*** Block opens ***

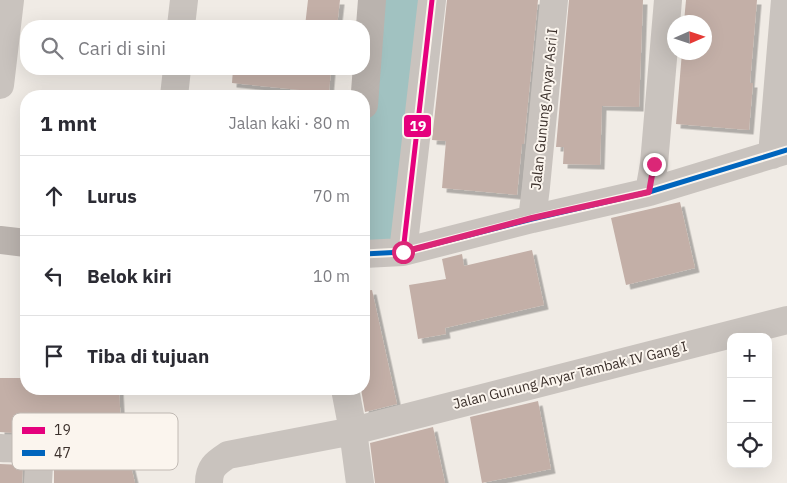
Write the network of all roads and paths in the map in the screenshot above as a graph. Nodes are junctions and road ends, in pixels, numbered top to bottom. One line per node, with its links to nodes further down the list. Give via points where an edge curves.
1 (10, 0): 12 (street)
2 (184, 0): 8 (street)
3 (372, 0): 9 (street)
4 (432, 0): 20 (street)
5 (554, 0): 17 (street, Jalan Gunung Anyar Asri I)
6 (668, 0): 16 (street)
7 (786, 0): 15 (street)
8 (182, 20)
9 (370, 26)
10 (176, 75): 13 (street)
11 (366, 75): 14 (street)
12 (0, 85)
13 (175, 90)
14 (365, 90)
15 (779, 153): 16 (street)
16 (649, 192): 17 (street)
17 (532, 218): 20 (street)
18 (0, 240): 19 (street)
19 (20, 242)
20 (403, 252): 21 (street)
21 (370, 254)
22 (787, 320): 24 (street, Jalan Gunung Anyar Tambak IV Gang I)
23 (346, 395): 24 (street)
24 (353, 431): 27 (street, Jalan Gunung Anyar Tambak IV Gang I, via 228,455 209,474); 28 (street)
25 (38, 470): 26 (street)
26 (38, 483)
27 (209, 483)
28 (360, 483)

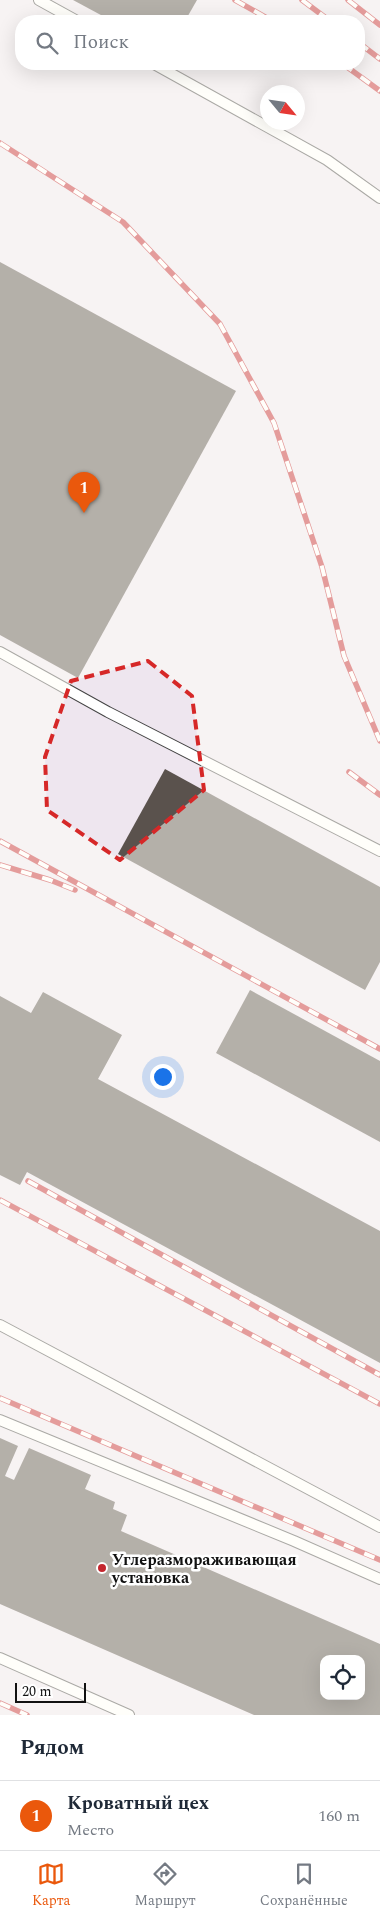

*** Block closes ***

▶ [Brief] Print the records above verbatim, pictures excluded.

▶ [Answer space]
Write the network of all roads and paths in the map in the screenshot above as a graph. Nodes are junctions and road ends, in pixels, numbered top to bottom. One line per node, with its links to nodes further down the list. Give via points where an edge curves.
1 (10, 0): 12 (street)
2 (184, 0): 8 (street)
3 (372, 0): 9 (street)
4 (432, 0): 20 (street)
5 (554, 0): 17 (street, Jalan Gunung Anyar Asri I)
6 (668, 0): 16 (street)
7 (786, 0): 15 (street)
8 (182, 20)
9 (370, 26)
10 (176, 75): 13 (street)
11 (366, 75): 14 (street)
12 (0, 85)
13 (175, 90)
14 (365, 90)
15 (779, 153): 16 (street)
16 (649, 192): 17 (street)
17 (532, 218): 20 (street)
18 (0, 240): 19 (street)
19 (20, 242)
20 (403, 252): 21 (street)
21 (370, 254)
22 (787, 320): 24 (street, Jalan Gunung Anyar Tambak IV Gang I)
23 (346, 395): 24 (street)
24 (353, 431): 27 (street, Jalan Gunung Anyar Tambak IV Gang I, via 228,455 209,474); 28 (street)
25 (38, 470): 26 (street)
26 (38, 483)
27 (209, 483)
28 (360, 483)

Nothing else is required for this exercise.